In an increasingly complex world where more and more people go it alone in terms of advice and self-help, there is a tendency to shun real advice from real professional people. This sort of approach is alright up to a point, but would we really risk our health and wellbeing by treating ourselves to what could be a serious medical condition.

In my case, a visit to the doctor and any subsequent advice he would have given me would have avoided a great deal of trouble.

There are any number of providers in the financial services market who have a “Robo-Advice” facility – the client keys in all the relevant details relative to their current financial situation, as well as where they would like to be and the system will spit out a series of answers based on shortfalls and amounts required to be invested.

It's all very surgical and efficient but what it lacks is the experience and professionalism of a qualified financial planner.
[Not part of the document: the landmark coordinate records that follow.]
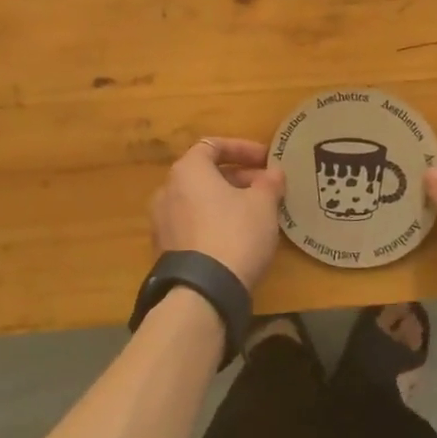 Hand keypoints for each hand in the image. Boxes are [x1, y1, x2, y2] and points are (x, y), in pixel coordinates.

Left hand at [149, 138, 286, 292]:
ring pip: (199, 200)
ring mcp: (162, 221)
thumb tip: (274, 173)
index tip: (266, 160)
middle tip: (266, 188)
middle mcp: (167, 190)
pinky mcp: (165, 249)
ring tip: (255, 213)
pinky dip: (213, 221)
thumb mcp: (263, 204)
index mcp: (188, 170)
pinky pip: (192, 224)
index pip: (213, 145)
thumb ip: (269, 183)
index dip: (243, 149)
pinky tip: (237, 237)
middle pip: (206, 173)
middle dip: (238, 177)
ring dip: (226, 200)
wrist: (203, 291)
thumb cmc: (235, 233)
No two individuals are the same when it comes to financial planning, just as no two individuals are the same when it comes to their health and medical care.

Providing for the correct amount of money in a particular circumstance requires real advice based on an individual’s lifestyle needs and this can only come through human intervention.
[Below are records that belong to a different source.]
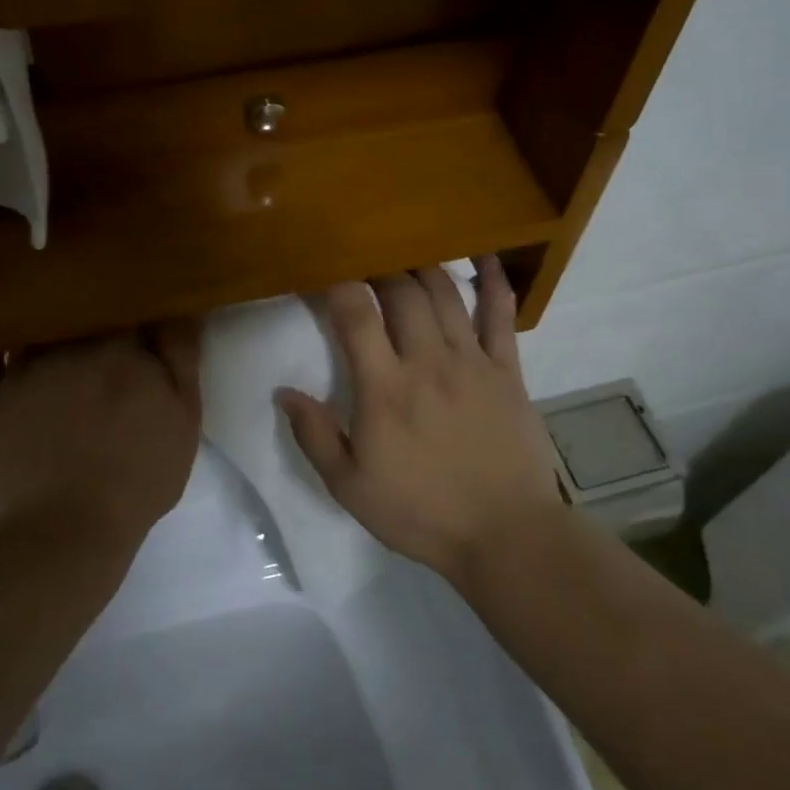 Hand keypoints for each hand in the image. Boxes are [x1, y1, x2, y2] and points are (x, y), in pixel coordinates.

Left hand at [0, 323, 201, 557]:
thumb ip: (181, 357)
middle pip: (79, 314)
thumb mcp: (183, 417)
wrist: (65, 530)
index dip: (133, 309)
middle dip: (89, 315)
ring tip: (51, 332)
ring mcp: (23, 373)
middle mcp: (68, 347)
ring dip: (45, 327)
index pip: (126, 307)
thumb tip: (179, 309)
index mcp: (119, 347)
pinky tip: (2, 346)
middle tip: (97, 327)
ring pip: (36, 331)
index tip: (137, 318)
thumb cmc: (138, 475)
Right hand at [276, 258, 562, 583]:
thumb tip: (283, 392)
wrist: (504, 535)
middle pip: (401, 292)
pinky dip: (493, 281)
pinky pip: (500, 315)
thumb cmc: (421, 512)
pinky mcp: (507, 370)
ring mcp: (472, 361)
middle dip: (379, 267)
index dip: (337, 285)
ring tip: (407, 253)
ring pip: (445, 294)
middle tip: (366, 262)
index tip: (324, 274)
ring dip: (423, 266)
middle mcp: (427, 361)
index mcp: (384, 388)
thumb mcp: (350, 487)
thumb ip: (315, 436)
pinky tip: (483, 256)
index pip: (355, 315)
My “Robo-Advice” statistical data may tell me that I will need R10 million rand for my retirement, but what of the lifestyle I chose to pursue and what real “Human” advice will this mechanised process give me?

Human intervention in the form of an empathetic and engaged Financial Planner ensures that you deal with someone who has the interests of you and your family at heart and who can engage dynamically with you, knowing your needs and those of your family.

Real financial planning requires an element of counselling – I have yet to come across a machine that shows the ability to empathise. This is beyond the realms of algorithms!

If this “Robo-Advice” turns out to me incorrect, you can be sure that you will have unwittingly signed a number of declarations that effectively immunise the provider from any liability!

Notwithstanding debates that exhort “Rob-Advice” above that of a real professional financial planner, the use of a professional should always be sought – someone who can interpret the statistical data to your particular needs and reassure you that what I am doing is the correct course of action to follow.

Carl Richards is the well-known author of The Behaviour Gap and he says in one of his tweets “Our ability to build trust continues to be something that separates real financial advisors from logarithms” We would be well advised to take heed of this remark.